START Exercise inputs
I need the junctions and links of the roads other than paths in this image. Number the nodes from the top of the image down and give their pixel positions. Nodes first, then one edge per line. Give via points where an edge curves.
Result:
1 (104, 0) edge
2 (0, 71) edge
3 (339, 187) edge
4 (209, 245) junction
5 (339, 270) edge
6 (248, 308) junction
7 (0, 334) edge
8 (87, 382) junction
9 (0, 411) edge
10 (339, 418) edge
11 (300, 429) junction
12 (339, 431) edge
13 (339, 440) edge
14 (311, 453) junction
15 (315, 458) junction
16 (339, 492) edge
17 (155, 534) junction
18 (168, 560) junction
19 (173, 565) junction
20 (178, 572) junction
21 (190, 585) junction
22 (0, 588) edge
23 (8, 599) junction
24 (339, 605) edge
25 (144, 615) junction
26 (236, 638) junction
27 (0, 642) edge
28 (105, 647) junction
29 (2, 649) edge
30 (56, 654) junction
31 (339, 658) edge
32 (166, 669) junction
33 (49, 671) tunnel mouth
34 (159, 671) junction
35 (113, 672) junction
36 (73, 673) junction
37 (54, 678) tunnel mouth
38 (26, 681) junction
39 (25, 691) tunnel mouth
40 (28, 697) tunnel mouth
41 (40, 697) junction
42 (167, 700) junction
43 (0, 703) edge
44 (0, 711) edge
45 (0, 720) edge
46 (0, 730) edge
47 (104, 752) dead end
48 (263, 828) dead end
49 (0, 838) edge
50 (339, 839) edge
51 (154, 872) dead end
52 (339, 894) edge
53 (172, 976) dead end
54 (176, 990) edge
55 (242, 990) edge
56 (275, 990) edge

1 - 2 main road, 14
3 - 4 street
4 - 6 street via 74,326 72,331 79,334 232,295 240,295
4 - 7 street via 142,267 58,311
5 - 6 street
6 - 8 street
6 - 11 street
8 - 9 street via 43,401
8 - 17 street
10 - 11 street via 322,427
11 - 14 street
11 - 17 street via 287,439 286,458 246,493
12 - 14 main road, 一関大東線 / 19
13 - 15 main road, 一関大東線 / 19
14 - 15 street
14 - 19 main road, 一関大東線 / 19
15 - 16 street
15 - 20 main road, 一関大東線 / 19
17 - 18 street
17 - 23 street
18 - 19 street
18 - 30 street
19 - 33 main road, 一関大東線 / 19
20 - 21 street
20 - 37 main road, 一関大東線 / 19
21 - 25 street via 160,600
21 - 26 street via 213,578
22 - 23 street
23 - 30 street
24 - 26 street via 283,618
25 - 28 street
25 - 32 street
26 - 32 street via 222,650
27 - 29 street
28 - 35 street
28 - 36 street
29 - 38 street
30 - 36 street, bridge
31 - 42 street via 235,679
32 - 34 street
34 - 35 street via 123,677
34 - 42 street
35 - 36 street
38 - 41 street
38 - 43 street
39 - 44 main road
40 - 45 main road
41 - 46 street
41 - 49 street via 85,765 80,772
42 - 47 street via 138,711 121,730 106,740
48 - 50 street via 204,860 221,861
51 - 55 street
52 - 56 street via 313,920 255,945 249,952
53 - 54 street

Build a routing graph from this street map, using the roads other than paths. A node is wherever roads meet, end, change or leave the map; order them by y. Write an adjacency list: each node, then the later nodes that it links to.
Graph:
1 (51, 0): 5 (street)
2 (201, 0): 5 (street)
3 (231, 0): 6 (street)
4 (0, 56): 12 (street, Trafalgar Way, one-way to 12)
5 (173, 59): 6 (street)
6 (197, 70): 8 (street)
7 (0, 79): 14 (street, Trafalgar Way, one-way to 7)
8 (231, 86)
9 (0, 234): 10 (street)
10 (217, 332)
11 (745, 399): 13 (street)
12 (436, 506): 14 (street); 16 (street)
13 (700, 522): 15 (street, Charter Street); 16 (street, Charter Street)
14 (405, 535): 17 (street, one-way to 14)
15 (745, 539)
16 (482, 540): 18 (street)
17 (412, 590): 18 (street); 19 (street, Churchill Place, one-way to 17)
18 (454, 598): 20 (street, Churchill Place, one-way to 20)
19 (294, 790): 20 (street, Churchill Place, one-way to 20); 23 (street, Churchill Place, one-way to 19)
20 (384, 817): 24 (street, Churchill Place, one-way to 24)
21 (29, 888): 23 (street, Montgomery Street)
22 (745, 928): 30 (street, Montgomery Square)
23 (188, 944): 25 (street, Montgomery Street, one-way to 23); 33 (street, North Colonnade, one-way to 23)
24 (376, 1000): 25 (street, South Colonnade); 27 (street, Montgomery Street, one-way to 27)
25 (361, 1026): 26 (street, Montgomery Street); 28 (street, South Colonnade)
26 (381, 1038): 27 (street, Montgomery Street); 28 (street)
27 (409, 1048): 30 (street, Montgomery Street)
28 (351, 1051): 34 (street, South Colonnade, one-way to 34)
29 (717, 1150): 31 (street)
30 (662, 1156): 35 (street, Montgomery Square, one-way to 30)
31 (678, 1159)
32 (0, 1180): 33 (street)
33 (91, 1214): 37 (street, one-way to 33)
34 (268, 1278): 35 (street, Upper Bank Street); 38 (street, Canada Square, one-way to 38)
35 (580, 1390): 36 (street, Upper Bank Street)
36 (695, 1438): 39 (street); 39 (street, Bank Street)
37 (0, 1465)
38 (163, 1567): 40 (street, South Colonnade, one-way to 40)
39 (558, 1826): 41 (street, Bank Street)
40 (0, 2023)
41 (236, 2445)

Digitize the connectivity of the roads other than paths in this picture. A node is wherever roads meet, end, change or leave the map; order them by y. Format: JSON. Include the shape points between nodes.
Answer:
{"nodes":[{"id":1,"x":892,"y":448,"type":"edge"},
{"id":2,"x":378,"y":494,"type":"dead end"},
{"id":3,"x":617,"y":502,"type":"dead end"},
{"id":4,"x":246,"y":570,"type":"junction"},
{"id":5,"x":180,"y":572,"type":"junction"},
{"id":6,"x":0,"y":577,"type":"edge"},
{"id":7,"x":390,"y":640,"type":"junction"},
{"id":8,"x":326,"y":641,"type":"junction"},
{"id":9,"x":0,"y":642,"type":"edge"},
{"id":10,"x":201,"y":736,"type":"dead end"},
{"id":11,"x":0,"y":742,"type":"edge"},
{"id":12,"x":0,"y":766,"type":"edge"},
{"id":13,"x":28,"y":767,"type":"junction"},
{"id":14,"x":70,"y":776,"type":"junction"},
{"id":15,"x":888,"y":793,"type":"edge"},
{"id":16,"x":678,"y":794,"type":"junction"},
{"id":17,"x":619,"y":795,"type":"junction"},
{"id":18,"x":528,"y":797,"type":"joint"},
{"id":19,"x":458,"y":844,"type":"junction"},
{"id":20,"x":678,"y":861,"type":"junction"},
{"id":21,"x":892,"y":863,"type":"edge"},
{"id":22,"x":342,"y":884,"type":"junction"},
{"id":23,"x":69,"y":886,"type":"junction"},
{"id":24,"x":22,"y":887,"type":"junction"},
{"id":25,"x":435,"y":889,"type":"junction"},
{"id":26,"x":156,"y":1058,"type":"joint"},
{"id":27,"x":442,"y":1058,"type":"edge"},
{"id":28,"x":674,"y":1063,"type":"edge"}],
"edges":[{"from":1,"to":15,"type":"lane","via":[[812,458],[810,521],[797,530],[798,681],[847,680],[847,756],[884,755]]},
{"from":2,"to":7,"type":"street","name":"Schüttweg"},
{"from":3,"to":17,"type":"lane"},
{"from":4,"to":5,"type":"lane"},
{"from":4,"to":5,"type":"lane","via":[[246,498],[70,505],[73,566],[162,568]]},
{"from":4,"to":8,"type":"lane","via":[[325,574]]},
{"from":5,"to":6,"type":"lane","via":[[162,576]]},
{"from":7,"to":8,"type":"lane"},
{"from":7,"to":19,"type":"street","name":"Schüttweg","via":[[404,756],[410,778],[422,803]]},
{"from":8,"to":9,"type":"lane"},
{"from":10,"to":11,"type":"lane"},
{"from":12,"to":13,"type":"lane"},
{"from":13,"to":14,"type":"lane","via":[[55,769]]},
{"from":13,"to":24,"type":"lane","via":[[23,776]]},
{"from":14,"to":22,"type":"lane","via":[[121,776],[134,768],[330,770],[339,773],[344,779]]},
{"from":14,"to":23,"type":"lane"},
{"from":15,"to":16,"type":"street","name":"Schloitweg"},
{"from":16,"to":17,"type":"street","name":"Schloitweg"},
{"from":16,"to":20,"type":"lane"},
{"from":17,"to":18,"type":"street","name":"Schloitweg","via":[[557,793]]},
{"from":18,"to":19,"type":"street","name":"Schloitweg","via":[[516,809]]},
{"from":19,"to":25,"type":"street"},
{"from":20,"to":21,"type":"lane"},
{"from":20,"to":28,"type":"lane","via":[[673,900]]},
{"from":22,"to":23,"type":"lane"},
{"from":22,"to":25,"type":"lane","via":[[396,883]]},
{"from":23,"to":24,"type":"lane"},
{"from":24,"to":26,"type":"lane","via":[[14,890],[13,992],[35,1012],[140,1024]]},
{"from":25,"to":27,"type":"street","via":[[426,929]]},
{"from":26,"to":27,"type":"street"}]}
END Exercise inputs
* How to complete this task: Wherever a line above contains the string "nodes", copy that line.

* Expected answer:
I need the junctions and links of the roads other than paths in this image. Number the nodes from the top of the image down and give their pixel positions. Nodes first, then one edge per line. Give via points where an edge curves.
Build a routing graph from this street map, using the roads other than paths. A node is wherever roads meet, end, change or leave the map; order them by y. Write an adjacency list: each node, then the later nodes that it links to.
Digitize the connectivity of the roads other than paths in this picture. A node is wherever roads meet, end, change or leave the map; order them by y. Format: JSON. Include the shape points between nodes.
{"nodes":[{"id":1,"x":892,"y":448,"type":"edge"},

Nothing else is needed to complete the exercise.